Help Center/ GeminiDB/ GeminiDB Cassandra API/ Best Practices/ Designing Primary Keys for a Wide Table

Updated on 2024-10-08 GMT+08:00

View PDF

Designing Primary Keys for a Wide Table

GeminiDB Cassandra API is a distributed database engine in which data is distributed based on primary keys. If the primary key of a table contains multiple columns, GeminiDB Cassandra API uses the columns in a left-to-right order to query data. A primary key that is improperly designed cannot be effectively used in queries. In this case, a large number of queries may be performed on a small amount of hot spot data, which degrades the query performance.
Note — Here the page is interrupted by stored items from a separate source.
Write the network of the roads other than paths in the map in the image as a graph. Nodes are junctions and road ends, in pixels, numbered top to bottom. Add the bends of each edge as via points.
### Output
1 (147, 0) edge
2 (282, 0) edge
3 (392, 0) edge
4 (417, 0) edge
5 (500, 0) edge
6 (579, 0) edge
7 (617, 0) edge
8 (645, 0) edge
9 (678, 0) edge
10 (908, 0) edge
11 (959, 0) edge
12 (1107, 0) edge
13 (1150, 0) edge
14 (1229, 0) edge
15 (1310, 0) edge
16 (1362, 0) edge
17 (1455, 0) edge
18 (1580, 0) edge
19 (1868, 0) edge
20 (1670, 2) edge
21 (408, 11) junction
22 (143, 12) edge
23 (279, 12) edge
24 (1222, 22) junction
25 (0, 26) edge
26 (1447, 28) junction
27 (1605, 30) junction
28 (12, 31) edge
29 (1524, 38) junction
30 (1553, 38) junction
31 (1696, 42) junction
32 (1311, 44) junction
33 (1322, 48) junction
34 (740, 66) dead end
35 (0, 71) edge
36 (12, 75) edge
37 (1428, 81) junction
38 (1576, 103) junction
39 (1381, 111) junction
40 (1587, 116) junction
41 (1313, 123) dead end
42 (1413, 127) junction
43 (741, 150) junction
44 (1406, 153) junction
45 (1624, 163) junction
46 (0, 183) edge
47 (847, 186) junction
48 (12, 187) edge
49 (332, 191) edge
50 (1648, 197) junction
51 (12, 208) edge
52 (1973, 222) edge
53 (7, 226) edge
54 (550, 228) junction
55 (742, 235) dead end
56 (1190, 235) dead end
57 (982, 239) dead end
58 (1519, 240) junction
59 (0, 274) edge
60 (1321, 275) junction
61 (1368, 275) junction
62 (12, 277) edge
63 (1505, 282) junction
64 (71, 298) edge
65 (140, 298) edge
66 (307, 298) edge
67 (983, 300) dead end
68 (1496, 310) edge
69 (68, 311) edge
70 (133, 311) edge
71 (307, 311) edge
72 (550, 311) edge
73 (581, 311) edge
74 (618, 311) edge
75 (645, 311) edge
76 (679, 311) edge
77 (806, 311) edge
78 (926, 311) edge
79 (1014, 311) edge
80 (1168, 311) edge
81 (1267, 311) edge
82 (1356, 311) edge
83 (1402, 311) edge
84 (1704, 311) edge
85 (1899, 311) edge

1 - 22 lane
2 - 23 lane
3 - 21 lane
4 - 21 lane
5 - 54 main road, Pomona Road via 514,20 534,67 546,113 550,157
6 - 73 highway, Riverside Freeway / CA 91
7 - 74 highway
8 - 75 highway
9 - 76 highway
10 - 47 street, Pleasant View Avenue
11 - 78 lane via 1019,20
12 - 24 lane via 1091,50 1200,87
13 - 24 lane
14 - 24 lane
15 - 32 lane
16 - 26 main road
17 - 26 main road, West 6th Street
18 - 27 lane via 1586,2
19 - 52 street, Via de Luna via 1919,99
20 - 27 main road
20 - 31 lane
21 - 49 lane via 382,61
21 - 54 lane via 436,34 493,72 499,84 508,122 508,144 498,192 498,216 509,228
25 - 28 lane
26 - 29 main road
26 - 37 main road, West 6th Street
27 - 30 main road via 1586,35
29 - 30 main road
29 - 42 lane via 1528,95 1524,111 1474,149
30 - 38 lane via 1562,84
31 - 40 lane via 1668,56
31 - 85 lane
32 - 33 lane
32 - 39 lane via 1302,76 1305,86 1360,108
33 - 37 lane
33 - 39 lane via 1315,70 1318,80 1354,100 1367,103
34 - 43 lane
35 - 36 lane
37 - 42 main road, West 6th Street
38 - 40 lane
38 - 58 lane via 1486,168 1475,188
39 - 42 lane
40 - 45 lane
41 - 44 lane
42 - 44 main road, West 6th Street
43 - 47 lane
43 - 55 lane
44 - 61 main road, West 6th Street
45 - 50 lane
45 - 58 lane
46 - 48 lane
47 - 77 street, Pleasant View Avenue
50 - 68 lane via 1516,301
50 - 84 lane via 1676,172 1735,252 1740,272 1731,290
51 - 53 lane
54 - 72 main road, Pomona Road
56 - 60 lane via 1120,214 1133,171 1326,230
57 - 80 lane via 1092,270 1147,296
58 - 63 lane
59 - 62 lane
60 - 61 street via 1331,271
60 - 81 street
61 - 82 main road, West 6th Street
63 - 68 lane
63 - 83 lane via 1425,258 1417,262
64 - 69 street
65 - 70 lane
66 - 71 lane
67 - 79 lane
Therefore, the design of primary keys plays an important role in data queries. This topic describes the considerations for primary key design and provides examples.

Are Primary Key Values Unique?

Different versions of a row use the same primary key value. By default, the latest version is returned when a query is performed. In most cases, primary keys must be unique.

Best practice: A primary key is a column or a set of columns. Each primary key value corresponds to a record.

[userid]: Only one column is specified as the primary key. Only one record is generated for each user.
[userid][orderid]: Two columns are specified as the primary key. Multiple records are generated for each user.

How Do I Design the Primary Key in Different Scenarios?

The primary key design restricts data query methods. GeminiDB Cassandra API supports SELECT statements that use the following methods:

The primary key is used to query data, for example:

SELECT * FROM table WHERE userid='abc' AND orderid=123;

To use this method, you need to specify all primary key columns. The values in all primary key columns must be explicit.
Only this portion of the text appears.